**EXERCISE REQUIREMENTS**
Restate the listing word for word. Stop at the line that holds "display:flex; align-items:center; justify-content:space-between;", include it, and leave out all pictures.

**DATA SHOWN**
*** Begin section ***

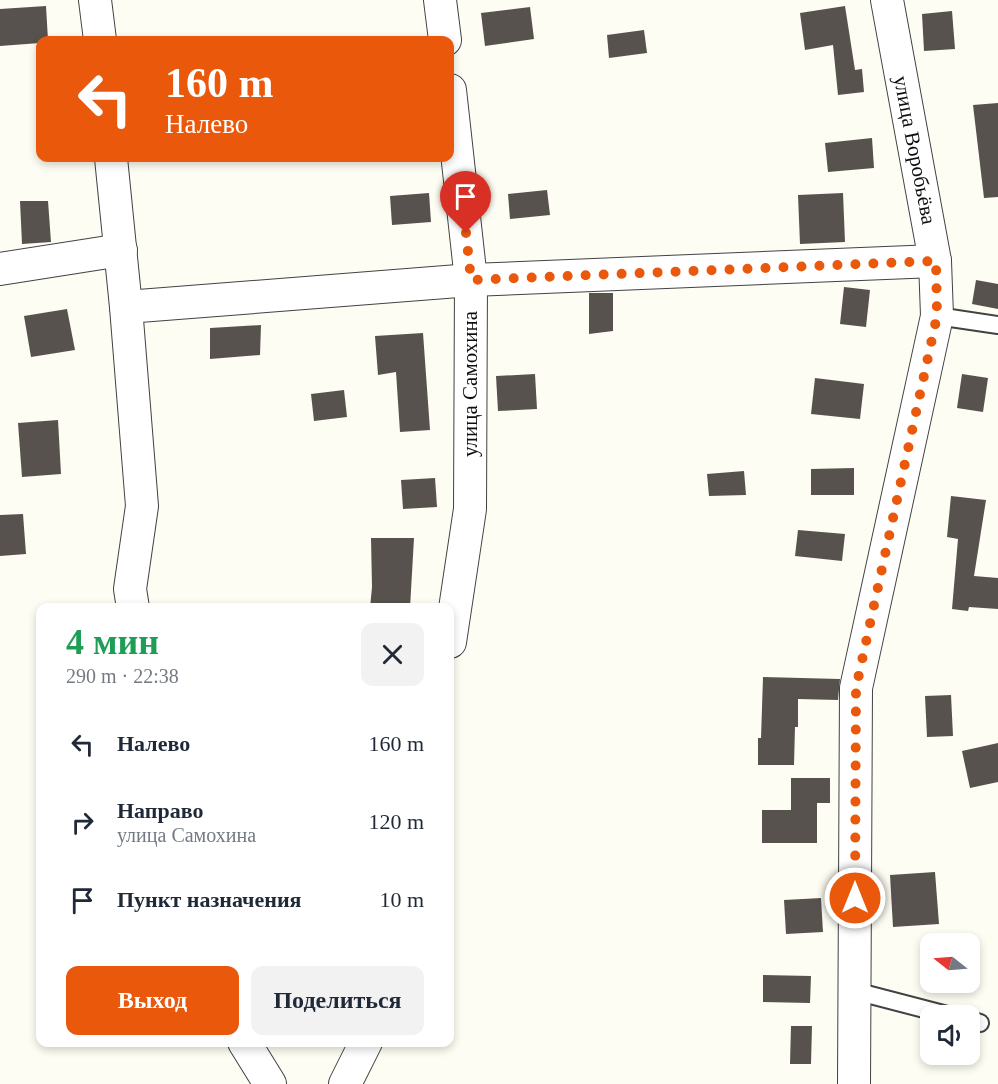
<!DOCTYPE html>
<html lang="ru">
<head>
<meta charset="utf-8">
<style>
	body { margin:0; font-family:Georgia,serif; background:#f2f2f3; color:#1f2937; height:100vh; display:flex; flex-direction:column; font-size:22px; white-space:nowrap }
	* { box-sizing:border-box; margin:0 }
	p { font-size:20px; color:#747a83 }
	.icon { flex:none; width:33px; height:33px; fill:none; stroke:currentColor; stroke-width:2; stroke-linecap:round; stroke-linejoin:round }
	.map { position:relative; flex:1; overflow:hidden }
	.sheet { position:absolute; left:36px; top:603px; width:418px; height:444px; display:flex; flex-direction:column; background:#fff; border-radius:12px; box-shadow:0 3px 9px #0003 }
	.sheet>* { flex:none }
	.hud { position:absolute; left:36px; top:36px; width:418px; height:126px; border-radius:12px; box-shadow:0 3px 9px #0003; background:#ea580c; color:#fff; overflow:hidden }
	.needle { width:39px; rotate:287deg }
	.controls { position:absolute; left:920px; top:933px; display:grid; gap:12px }
	.controls a { display:grid; place-items:center; width:60px; height:60px; border-radius:12px; background:#fff; box-shadow:0 3px 9px #0003; font-size:30px }
	.pin { position:absolute; display:grid; place-items:center; width:51px; height:51px; color:#fff; margin:-62px -26px; border-radius:50% 50% 50% 0; rotate:-45deg; box-shadow:0 0 6px #0007 }
	.pin .icon { rotate:45deg }
	.me { position:absolute; width:66px; margin:-33px; rotate:0deg; stroke-linejoin:round; filter:drop-shadow(0 0 4px #0008) }
	.turn { display:flex; align-items:center; gap:21px; height:126px; padding:0 30px; font-size:27px }
	.turn .icon { width:78px; height:78px; stroke-width:2.5 }
	.turn b { display:block; font-size:42px; line-height:51px }
	.round { display:grid; place-items:center; flex:none; width:63px; height:63px; border-radius:12px; background:#f2f2f3 }
	.summary { display:flex; align-items:center; justify-content:space-between; height:102px; padding:0 30px }
	h1 { font-size:36px; font-weight:700; line-height:45px; color:#1e9e55 }
	.primary-button { display:flex; gap:12px; margin-top:auto; padding:12px 30px }
	.primary-button a { flex:1; height:69px; border-radius:12px; background:#ea580c; color:#fff; font-size:24px; font-weight:700; line-height:69px; text-align:center }
	.primary-button a+a { background:#f2f2f3; color:#1f2937 }
	ul { padding:0; list-style:none }
	li { display:flex; align-items:center; gap:18px; height:78px; padding:0 30px }
	li div { flex:1 }
	li b { display:block; font-size:22px }
	li em { font-style:normal }
	.map>svg:first-child { display:block }
	.building { fill:#57524d }
	.lines { fill:none; stroke-linecap:round; stroke-linejoin:round }
	.lane-casing { stroke:#424242; stroke-width:20 }
	.street-casing { stroke:#424242; stroke-width:34 }
	.lane { stroke:#fff; stroke-width:16 }
	.street { stroke:#fff; stroke-width:32 }
	.route { stroke:#ea580c; stroke-width:10; stroke-dasharray:0 18 }
	.labels { text-anchor:middle; stroke-width:6; stroke-linejoin:round; paint-order:stroke }
	.street-label { font-size:21px; fill:#0f0f0f; stroke:#fff }
</style>
</head>
<body>
<div class="map">
<svg width="998" height="1084" viewBox="0 0 998 1084">
	<rect width="100%" height="100%" fill="#fefdf3"/>
	<!-- building -->
	<g class="building">
		<polygon points="46,6 48,40 40,40 40,43 0,46 0,9"/>
		<polygon points="845,6 855,70 862,69 864,92 838,95 833,45 805,50 800,13"/>
		<polygon points="530,7 534,39 485,46 481,13"/>
		<polygon points="952,11 955,49 924,51 922,14"/>
		<polygon points="644,30 647,53 609,58 607,35"/>
		<polygon points="998,103 998,197 984,198 973,105"/>
		<polygon points="872,138 874,168 828,172 825,143"/>
		<polygon points="547,190 550,215 510,219 508,194"/>
		<polygon points="429,193 431,222 392,225 390,196"/>
		<polygon points="843,193 845,242 800,244 798,195"/>
		<polygon points="20,201 48,201 51,242 22,244"/>
		<polygon points="976,280 998,284 998,309 972,304"/>
		<polygon points="844,287 870,290 866,327 840,324"/>
		<polygon points="589,293 613,293 613,331 589,334"/>
		<polygon points="67,309 75,350 31,357 24,316"/>
		<polygon points="261,325 260,355 210,359 210,328"/>
		<polygon points="423,333 430,430 400,432 396,372 378,375 375,336"/>
		<polygon points="535,374 537,409 498,411 496,376"/>
		<polygon points="962,374 988,378 983,412 957,408"/>
		<polygon points="815,378 864,384 860,419 811,414"/>
		<polygon points="344,390 347,417 314,421 311,394"/>
		<polygon points="58,420 61,474 22,477 18,423"/>
		<polygon points="854,468 854,495 811,495 811,469"/>
		<polygon points="744,471 746,495 709,496 707,474"/>
		<polygon points="435,478 437,507 403,509 401,480"/>
		<polygon points="951,496 986,500 974,576 998,578 998,609 969,607 968,611 952,609 958,539 947,537"/>
		<polygon points="23,514 26,554 0,556 0,515"/>
		<polygon points="798,530 845,534 842,561 795,556"/>
		<polygon points="371,538 414,538 410,608 370,608 372,587"/>
		<polygon points="763,677 840,679 838,700 798,699 798,727 795,727 794,765 758,765 758,738 761,738"/>
		<polygon points="951,695 953,736 927,737 925,696"/>
		<polygon points="998,743 998,782 970,788 962,751"/>
		<polygon points="791,778 830,778 830,803 817,803 817,843 762,843 762,810 791,810"/>
		<polygon points="935,872 939,924 893,927 890,875"/>
		<polygon points="821,898 823,932 786,934 784,900"/>
		<polygon points="763,975 811,976 810,1003 763,1002"/>
		<polygon points="791,1026 812,1026 811,1064 790,1064"/>
	</g>
	<g class="lines">
		<!-- lane casing -->
		<g class="lane-casing">
			<g id="lane">
				<polyline points="937,316 998,325"/>
				<polyline points="855,991 951,1016"/>
				<polyline points="969,1020 980,1023"/>
			</g>
		</g>
		<!-- street casing -->
		<g class="street-casing">
			<g id="street">
				<polyline points="95,0 100,40"/>
				<polyline points="440,0 445,40"/>
				<polyline points="450,90 471,280 470,509 450,642"/>
				<polyline points="111,158 126,307 142,506 130,589 133,608"/>
				<polyline points="0,269 121,250"/>
				<polyline points="126,307 471,280 935,261"/>
				<polyline points="244,1042 270,1084"/>
				<polyline points="345,1084 366,1042"/>
				<polyline points="854,1084 856,688 937,316 935,261 887,0"/>
			</g>
		</g>
		<!-- lane -->
		<use href="#lane" class="lane"/>
		<!-- street -->
		<use href="#street" class="street"/>
	</g>
	<g class="lines">
		<!-- route -->
		<polyline class="route" points="466,233 471,280 936,261 937,316 856,688 855,898"/>
	</g>
	<g class="labels">
		<!-- street labels -->
		<g class="street-label">
			<text transform="translate(915 150) rotate(79)" y="7">улица Воробьёва</text>
			<text transform="translate(470 384) rotate(-90)" y="7">улица Самохина</text>
		</g>
	</g>
</svg>
<div class="controls">
<a><svg class="needle" viewBox="-14 -14 28 28"><path d="M0-13l5 13h-10z" fill="#e53935"/><path d="M0 13l5-13h-10z" fill="#747a83"/></svg></a>
<a><svg class="icon" aria-label="sound" viewBox="0 0 24 24"><path d="M4 9h4l5-4v14l-5-4H4zM17 9q2 3 0 6"/></svg></a>
</div>
<div class="pin" style="left:466px;top:233px;background:#d93025"><svg class="icon" aria-label="arrive" viewBox="0 0 24 24"><path d="M6 21V4h12l-3 4 3 4H6"/></svg></div>
<svg class="me" style="left:855px;top:898px" viewBox="-20 -20 40 40"><circle r="17" fill="#ea580c" stroke="#fff" stroke-width="3"/><path d="M0-11L8 9 0 5-8 9z" fill="#fff"/></svg>
<div class="hud">
<div class="turn"><svg class="icon" aria-label="left" viewBox="0 0 24 24"><path d="M17 20v-9H6M10 6l-5 5 5 5"/></svg><div><b>160 m</b>Налево</div></div>
</div>
<section class="sheet">
<div class="summary"><div><h1>4 мин</h1><p>290 m · 22:38</p></div><a class="round"><svg class="icon" aria-label="close" viewBox="0 0 24 24"><path d="M6 6l12 12M18 6L6 18"/></svg></a></div>
<ul>
<li><svg class="icon" aria-label="left" viewBox="0 0 24 24"><path d="M17 20v-9H6M10 6l-5 5 5 5"/></svg><div><b>Налево</b></div><em>160 m</em></li>
<li><svg class="icon" aria-label="right" viewBox="0 0 24 24"><path d="M7 20v-9h11M14 6l5 5-5 5"/></svg><div><b>Направо</b><p>улица Самохина</p></div><em>120 m</em></li>
<li><svg class="icon" aria-label="arrive" viewBox="0 0 24 24"><path d="M6 21V4h12l-3 4 3 4H6"/></svg><div><b>Пункт назначения</b></div><em>10 m</em></li>
</ul>
<div class="primary-button"><a>Выход</a><a>Поделиться</a></div>
</section>
</div>
</body>
</html>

*** End section ***

**WORKED SOLUTION**
<!DOCTYPE html>
<html lang="ru">
<head>
<meta charset="utf-8">
<style>
	body { margin:0; font-family:Georgia,serif; background:#f2f2f3; color:#1f2937; height:100vh; display:flex; flex-direction:column; font-size:22px; white-space:nowrap }
	* { box-sizing:border-box; margin:0 }
	p { font-size:20px; color:#747a83 }
	.icon { flex:none; width:33px; height:33px; fill:none; stroke:currentColor; stroke-width:2; stroke-linecap:round; stroke-linejoin:round }
	.map { position:relative; flex:1; overflow:hidden }
	.sheet { position:absolute; left:36px; top:603px; width:418px; height:444px; display:flex; flex-direction:column; background:#fff; border-radius:12px; box-shadow:0 3px 9px #0003 }
	.sheet>* { flex:none }
	.hud { position:absolute; left:36px; top:36px; width:418px; height:126px; border-radius:12px; box-shadow:0 3px 9px #0003; background:#ea580c; color:#fff; overflow:hidden }
	.needle { width:39px; rotate:287deg }
	.controls { position:absolute; left:920px; top:933px; display:grid; gap:12px }
	.controls a { display:grid; place-items:center; width:60px; height:60px; border-radius:12px; background:#fff; box-shadow:0 3px 9px #0003; font-size:30px }
	.pin { position:absolute; display:grid; place-items:center; width:51px; height:51px; color:#fff; margin:-62px -26px; border-radius:50% 50% 50% 0; rotate:-45deg; box-shadow:0 0 6px #0007 }
	.pin .icon { rotate:45deg }
	.me { position:absolute; width:66px; margin:-33px; rotate:0deg; stroke-linejoin:round; filter:drop-shadow(0 0 4px #0008) }
	.turn { display:flex; align-items:center; gap:21px; height:126px; padding:0 30px; font-size:27px }
	.turn .icon { width:78px; height:78px; stroke-width:2.5 }
	.turn b { display:block; font-size:42px; line-height:51px }
	.round { display:grid; place-items:center; flex:none; width:63px; height:63px; border-radius:12px; background:#f2f2f3 }
	.summary { display:flex; align-items:center; justify-content:space-between; height:102px; padding:0 30px }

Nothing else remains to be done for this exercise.